Canadian dairy farmers immediately panned the renegotiated deal, saying it will undercut the industry by limiting exports and opening up the market to more American products.
Dairy Farmers of Canada issued a terse statement saying the deal would grant an expanded 3.6-per-cent market access to the domestic dairy market and eliminate competitive dairy classes, which the group says will shrink the Canadian industry.
It said the measures will have “a dramatic impact not only for dairy farmers but for the whole sector.”
“This has happened, despite assurances that our government would not sign a bad deal for Canadians,” Pierre Lampron, the organization’s president, said in the statement. “We fail to see how this deal can be good for the 220,000 Canadian families that depend on dairy for their livelihood.”
Canada had previously offered the U.S. a 3.25-per-cent market share under the old Trans-Pacific Partnership agreement, which Trump also derided and pulled the U.S. from — after he took office in 2017.
Canada also agreed to get rid of its two-year-old Class 7 pricing agreement that has restricted U.S. exports of ultra-filtered milk used to make dairy products. Dairy Farmers objected to this, too, but the once-obscure dairy classification had become a lightning rod of discontent for Trump.
Trump said it was unfair and economically crippling to dairy farmers. U.S. administration officials, speaking on the condition of anonymity, said Sunday night that this was a win for farmers in Wisconsin, New York and elsewhere.

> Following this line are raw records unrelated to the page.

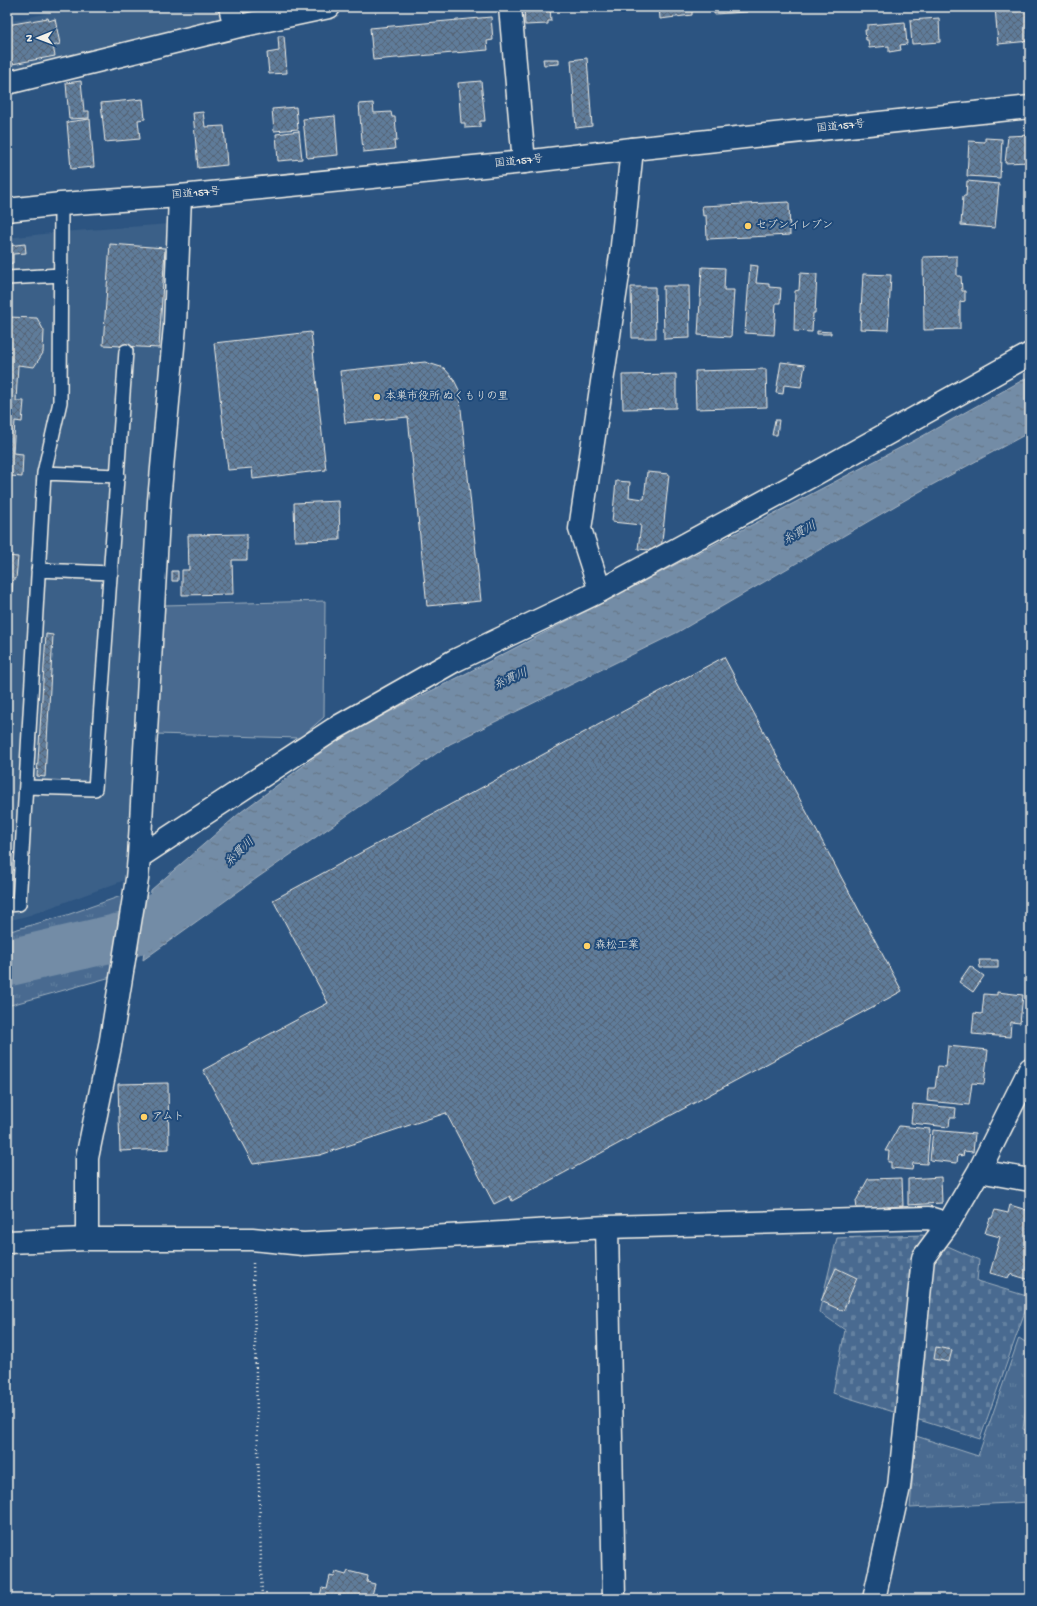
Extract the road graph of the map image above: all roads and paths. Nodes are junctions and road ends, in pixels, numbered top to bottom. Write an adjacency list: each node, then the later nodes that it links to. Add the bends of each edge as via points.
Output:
1 (329, 7): 3 (main road)
2 (510, 7): 7 (main road)
3 (233, 17): 4 (main road)
4 (7, 83)
5 (1030, 107): 6 (main road, 国道157号)
6 (632, 148): 7 (main road, 国道157号); 19 (main road, via 621,255 580,529)
7 (524, 162): 8 (main road, 国道157号)
8 (180, 196): 9 (main road, 国道157号); 21 (main road, via 175,326 159,501)
9 (61, 204): 10 (main road, 国道157号); 11 (lane)
10 (7, 210)
11 (61, 275): 12 (lane); 15 (lane, via 60,402)
12 (7, 278)
13 (126, 352): 16 (lane)
14 (1030, 354): 19 (main road)
15 (44, 473): 16 (lane); 17 (lane)
16 (118, 476): 18 (lane)
17 (38, 570): 18 (lane); 20 (lane)
18 (111, 574): 20 (lane, via 96,789)
19 (600, 591): 21 (main road, via 454,661 334,729)
20 (26, 788): 22 (lane, via 19,904)
21 (139, 857): 28 (main road, via 110,1046 87,1158)
22 (7, 904)
23 (1030, 1069): 24 (main road)
24 (979, 1171): 25 (main road); 26 (main road)
25 (1030, 1180)
26 (948, 1224): 27 (main road, via 928,1218); 33 (main road, via 923,1258 899,1487)
27 (608, 1227): 29 (main road, via 303,1244); 32 (main road)
28 (87, 1239): 29 (main road); 30 (main road)
29 (252, 1239): 31 (path)
30 (7, 1242)
31 (262, 1599)
32 (614, 1599)
33 (874, 1599)

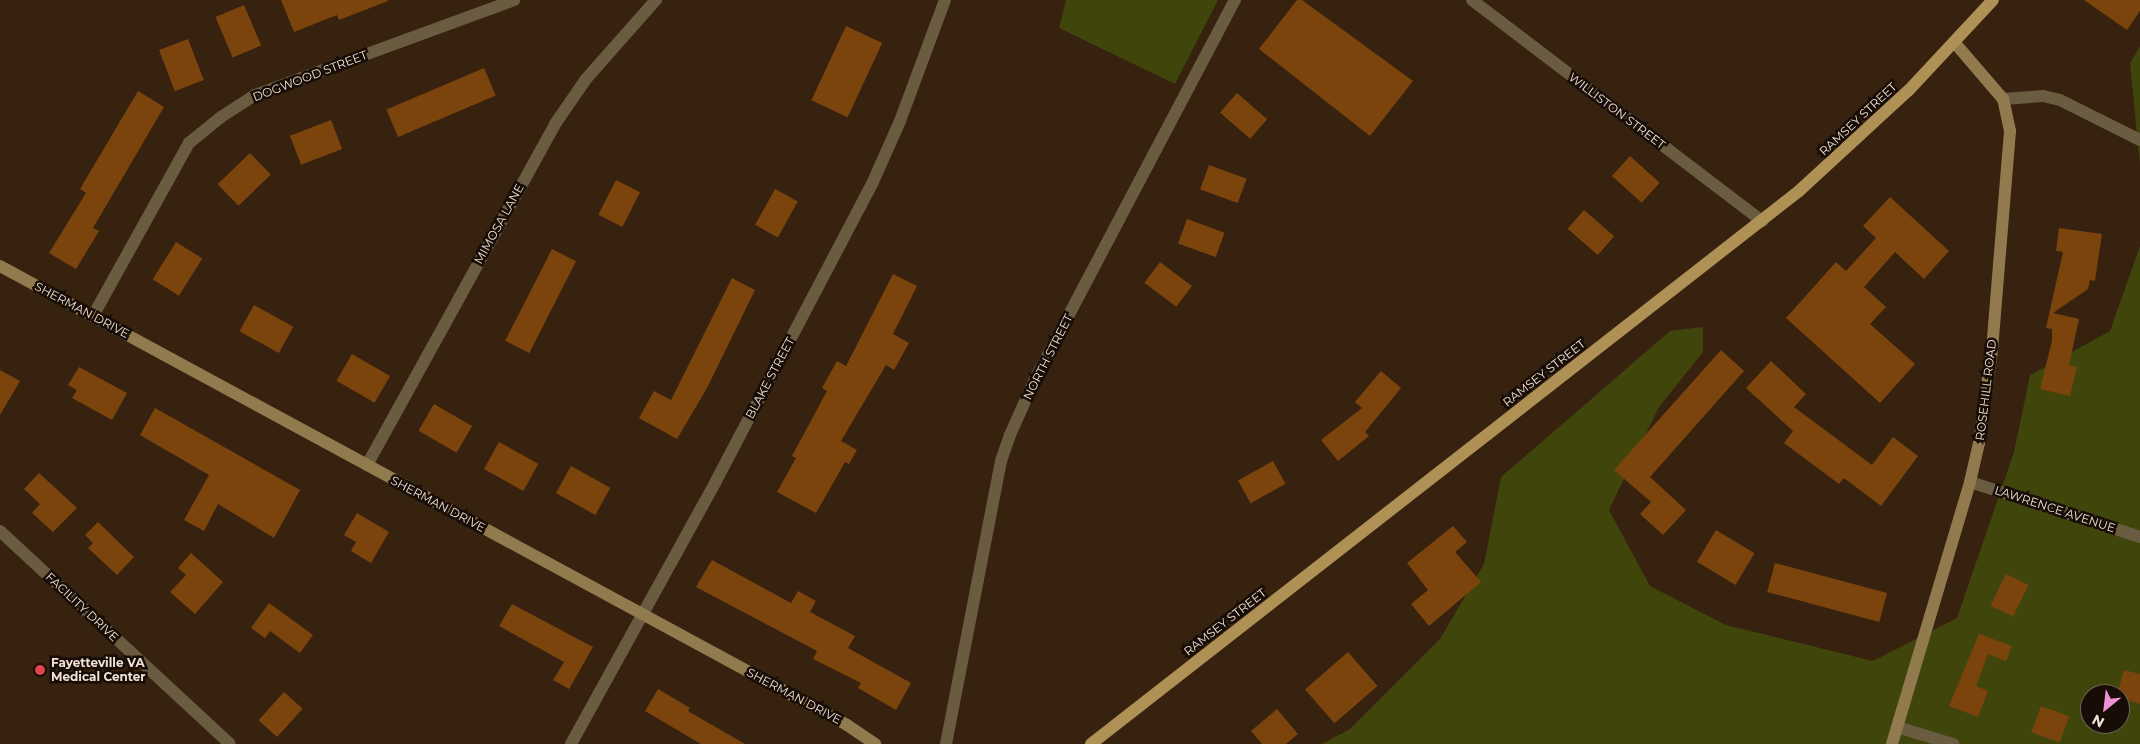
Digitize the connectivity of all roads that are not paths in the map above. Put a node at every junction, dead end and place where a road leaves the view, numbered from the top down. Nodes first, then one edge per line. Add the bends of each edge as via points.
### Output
1 (514, 0) edge
2 (656, 0) edge
3 (944, 0) edge
4 (1235, 0) edge
5 (1472, 0) edge
6 (1993, 0) edge
7 (1955, 43) junction
8 (2003, 99) junction
9 (2140, 140) edge
10 (1762, 221) junction
11 (0, 266) edge
12 (93, 316) junction
13 (367, 465) junction
14 (1970, 482) junction
15 (0, 531) edge
16 (2140, 537) edge
17 (642, 614) junction
18 (1897, 727) junction
19 (230, 744) edge
20 (571, 744) edge
21 (875, 744) edge
22 (946, 744) edge
23 (1091, 744) edge
24 (1892, 744) edge
25 (1953, 744) edge

1 - 12 street, DOGWOOD STREET via 255,95 220,117 189,143
2 - 13 street, MIMOSA LANE via 586,79 555,124
3 - 17 street, BLAKE STREET via 900,121 872,184
4 - 22 street, NORTH STREET via 1034,381 1010,435 1001,461
5 - 10 street, WILLISTON STREET
6 - 7 main road, RAMSEY STREET
7 - 8 street, ROSEHILL ROAD
7 - 10 main road, RAMSEY STREET via 1862,136
8 - 9 street via 2043,96 2060,100
8 - 14 street, ROSEHILL ROAD via 2010,131 1992,340 1982,426
10 - 23 main road, RAMSEY STREET
11 - 12 street, SHERMAN DRIVE
12 - 13 street, SHERMAN DRIVE
13 - 17 street, SHERMAN DRIVE
14 - 16 street, LAWRENCE AVENUE
14 - 18 street, ROSEHILL ROAD
15 - 19 street, FACILITY DRIVE
17 - 20 street, BLAKE STREET
17 - 21 street, SHERMAN DRIVE via 847,725
18 - 24 street, ROSEHILL ROAD
18 - 25 street

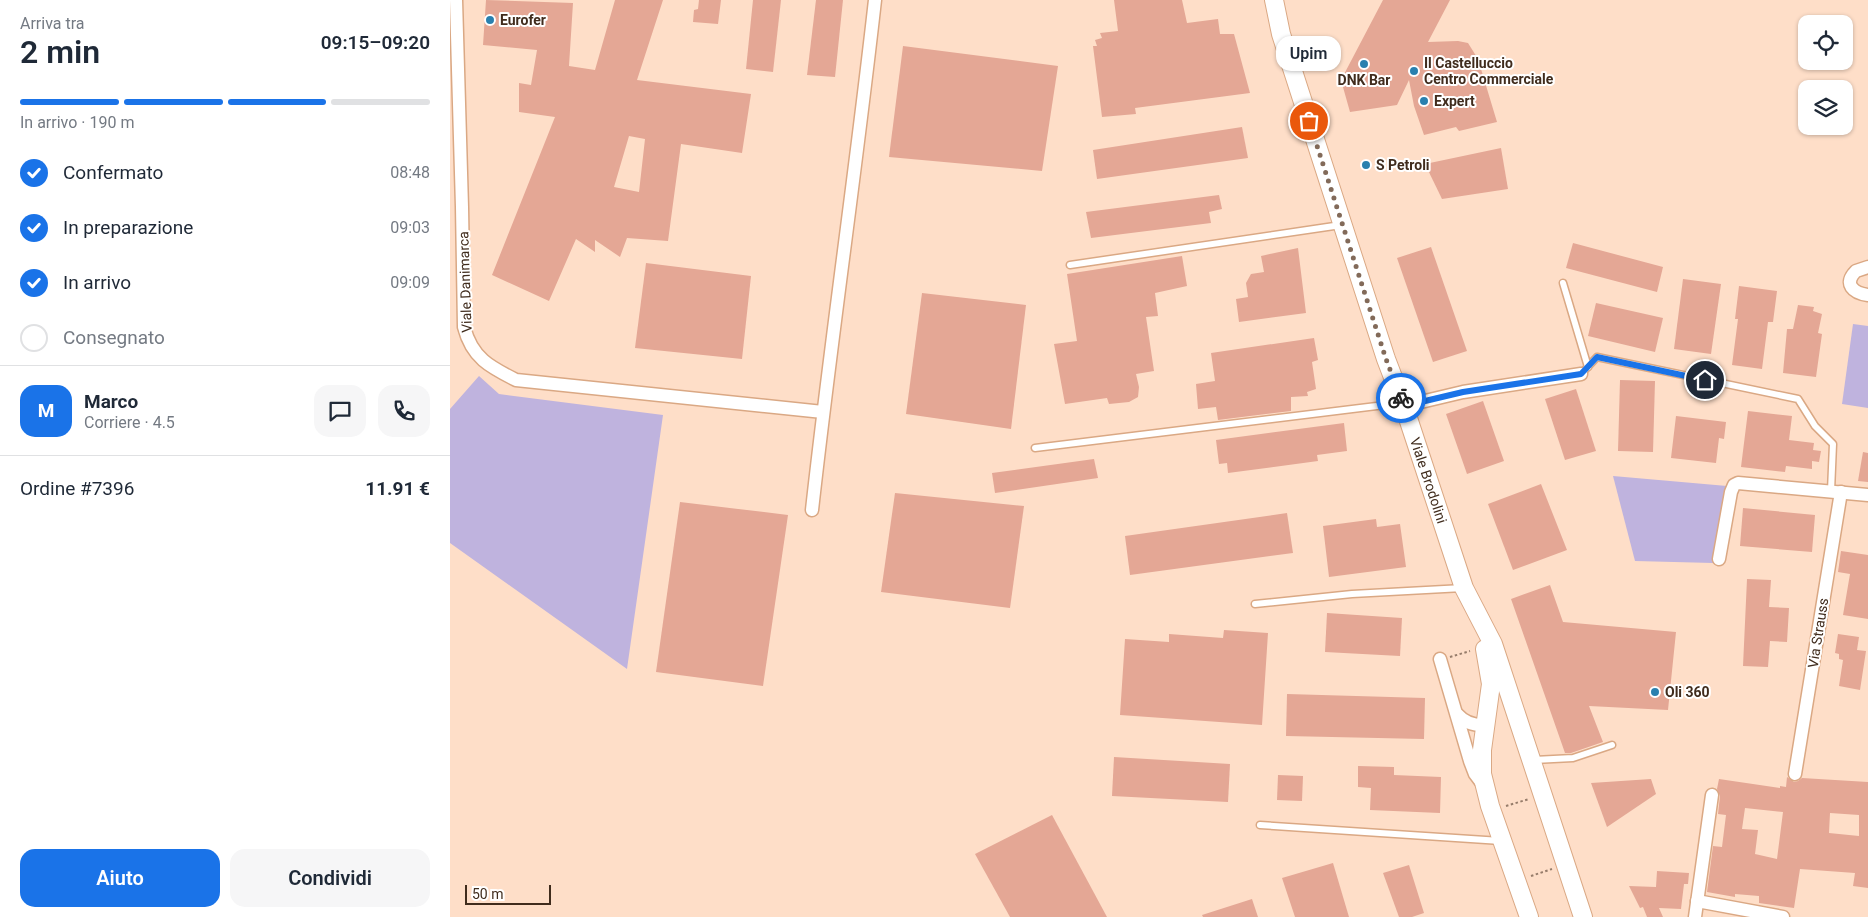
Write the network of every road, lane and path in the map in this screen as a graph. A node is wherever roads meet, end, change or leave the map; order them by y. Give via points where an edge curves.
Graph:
1 (456, 0) edge
2 (875, 0) edge
3 (1274, 0) edge
4 (1343, 225) junction
5 (1070, 265) dead end
6 (1868, 267) edge
7 (1564, 283) dead end
8 (1868, 295) edge
9 (1585, 370) junction
10 (1403, 404) junction
11 (823, 412) junction
12 (1035, 448) dead end
13 (1836, 491) junction
14 (1868, 495) edge
15 (812, 510) dead end
16 (1719, 559) dead end
17 (1464, 588) junction
18 (1255, 604) dead end
19 (1479, 617) junction
20 (1484, 647) junction
21 (1440, 659) joint
22 (1457, 714) junction
23 (1486, 725) junction
24 (1612, 745) dead end
25 (1532, 760) junction
26 (1795, 774) dead end
27 (1484, 786) junction
28 (1712, 795) dead end
29 (1529, 799) dead end
30 (1492, 811) junction
31 (1260, 826) dead end
32 (1502, 842) junction
33 (1697, 901) junction
34 (1529, 917) edge
35 (1583, 917) edge
36 (1695, 917) edge
37 (1783, 917) edge

1 - 11 street, Viale Danimarca via 464,318 468,342 475,352 485,363 516,380
2 - 11 street
3 - 4 street, Viale Brodolini via 1281,34
4 - 5 lane
4 - 10 street, Viale Brodolini
6 - 8 street via 1856,271 1850,281 1855,292
7 - 9 lane
9 - 10 street
9 - 13 lane, Via Strauss via 1597,357 1798,399 1833,444
10 - 12 lane
10 - 17 street, Viale Brodolini
11 - 15 street
13 - 14 street
13 - 16 street via 1734,485
13 - 26 street, Via Strauss
17 - 18 lane via 1352,594
17 - 19 street, Viale Brodolini
19 - 20 street, Viale Brodolini
19 - 25 street, Viale Brodolini via 1493,644
20 - 21 path
20 - 23 street, Viale Brodolini via 1491,684
21 - 22 street
22 - 23 street via 1472,724
22 - 27 street via 1475,774
23 - 27 street, Viale Brodolini via 1482,758
24 - 25 lane via 1573,758
25 - 35 street, Viale Brodolini
27 - 30 street, Viale Brodolini
28 - 33 street
29 - 30 path
30 - 32 street, Viale Brodolini
31 - 32 lane
32 - 34 street, Viale Brodolini
33 - 36 street
33 - 37 street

Trudeau would only say it was a “good day for Canada” as he left a late-night cabinet meeting in Ottawa that capped several days of frenetic long-distance talks.
A side letter published along with the main text of the agreement exempts a percentage of eligible auto exports from tariffs. A similar agreement between Mexico and the U.S. preserves duty-free access to the U.S. market for vehicles that comply with the agreement’s rules of origin.
Canada fought hard to retain Chapter 19, a holdover from NAFTA that U.S. trade ambassador Robert Lighthizer worked tooth-and-nail to eliminate.
“USMCA will give our workers, farmers, ranchers, and businesses a high-standard trade agreement that will result in freer markets, fairer trade and robust economic growth in our region,” Lighthizer and Chrystia Freeland, Canada’s foreign minister, said in a joint statement.
On the matter of Section 232 tariffs, Trump’s trade weapon of choice, U.S. officials told a late-night conference call with reporters that the two sides had “reached an accommodation” on the issue.
The Canadian Chamber of Commerce said it was relieved that an agreement in principle had been reached. But chamber president Perrin Beatty said the details of the text needed a closer look before a final verdict could be rendered.